►

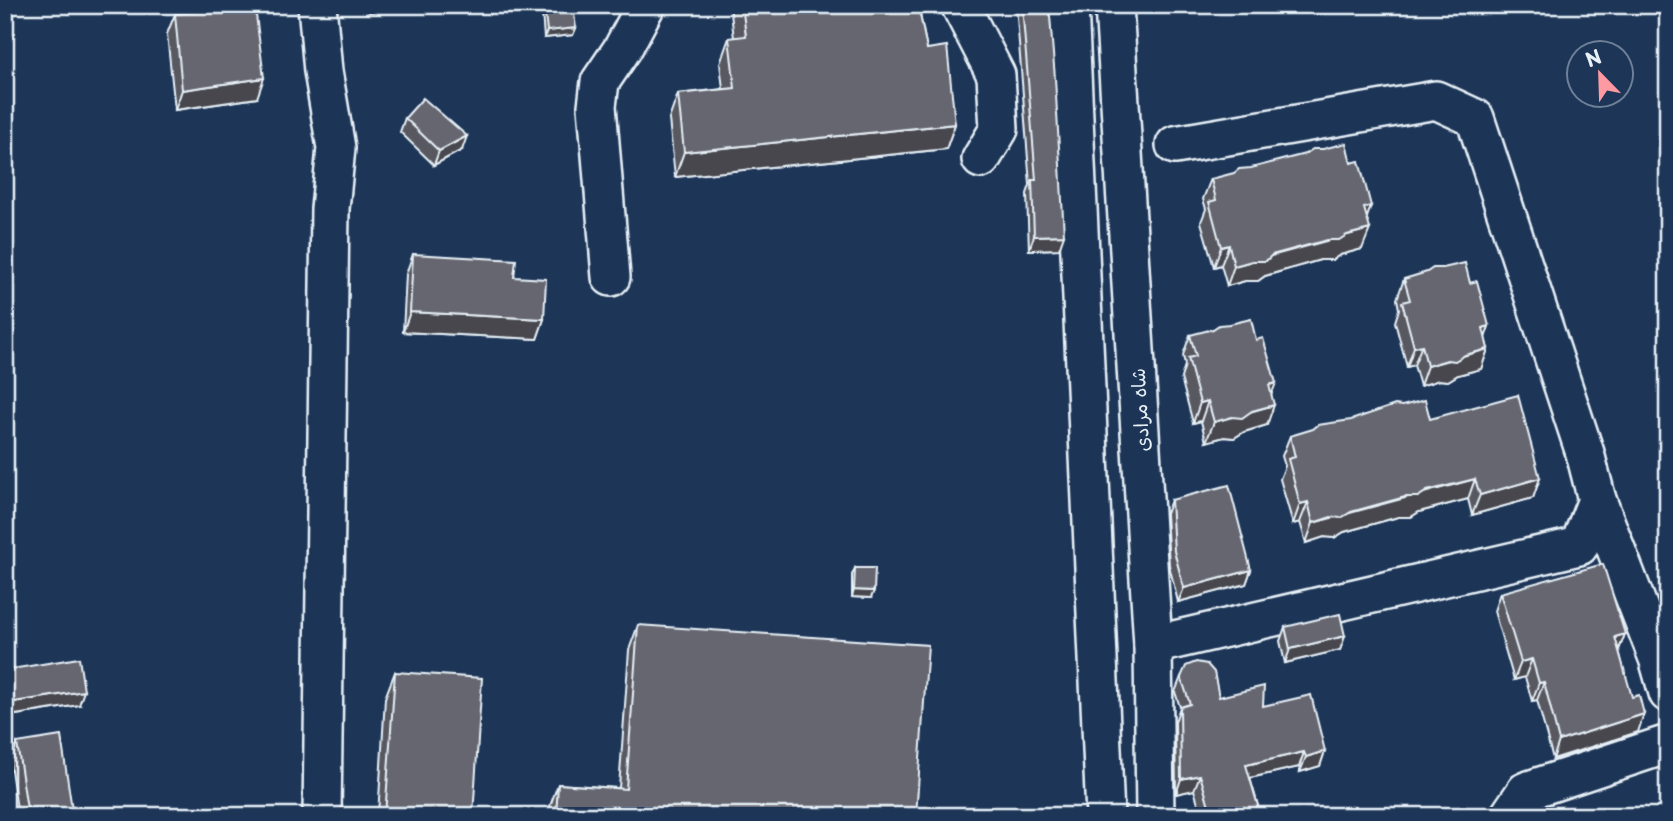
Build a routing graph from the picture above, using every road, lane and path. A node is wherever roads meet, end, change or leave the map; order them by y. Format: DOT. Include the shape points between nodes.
graph roads {
  1 [pos="317,5"];
  2 [pos="646,5"];
  3 [pos="960,5"];
  4 [pos="1069,5"];
  5 [pos="1114,5"];
  6 [pos="1175,145"];
  7 [pos="981,159"];
  8 [pos="611,277"];
  9 [pos="1597,500"];
  10 [pos="1153,645"];
  11 [pos="1668,693"];
  12 [pos="1668,744"];
  13 [pos="322,816"];
  14 [pos="1105,816"];
  15 [pos="1155,816"];
  16 [pos="1509,816"];
  1 -- 13 [label="street" via="335,148 330,209"];
  2 -- 8 [label="street" via="600,82 597,106"];
  3 -- 7 [label="street" via="996,75 999,129"];
  4 -- 14 [label="street"];
  5 -- 10 [label="street, شاه مرادی"];
  6 -- 9 [label="street" via="1436,100 1475,118"];
  9 -- 10 [label="street" via="1579,545"];
  9 -- 11 [label="street"];
  10 -- 15 [label="street, شاه مرادی"];
  12 -- 16 [label="street" via="1526,791"];
}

◄

Could you write out every line above exactly as it stands, with no images?

_Solution to the problem_
Build a routing graph from the picture above, using every road, lane and path. A node is wherever roads meet, end, change or leave the map; order them by y. Format: DOT. Include the shape points between nodes.
graph roads {
  1 [pos="317,5"];
  2 [pos="646,5"];
  3 [pos="960,5"];
  4 [pos="1069,5"];
  5 [pos="1114,5"];
  6 [pos="1175,145"];
  7 [pos="981,159"];
  8 [pos="611,277"];
  9 [pos="1597,500"];
  10 [pos="1153,645"];
  11 [pos="1668,693"];
  12 [pos="1668,744"];
  13 [pos="322,816"];
  14 [pos="1105,816"];
  15 [pos="1155,816"];
  16 [pos="1509,816"];
  1 -- 13 [label="street" via="335,148 330,209"];
  2 -- 8 [label="street" via="600,82 597,106"];
  3 -- 7 [label="street" via="996,75 999,129"];
  4 -- 14 [label="street"];
  5 -- 10 [label="street, شاه مرادی"];
  6 -- 9 [label="street" via="1436,100 1475,118"];
  9 -- 10 [label="street" via="1579,545"];
  9 -- 11 [label="street"];
  10 -- 15 [label="street, شاه مرادی"];
  12 -- 16 [label="street" via="1526,791"];
}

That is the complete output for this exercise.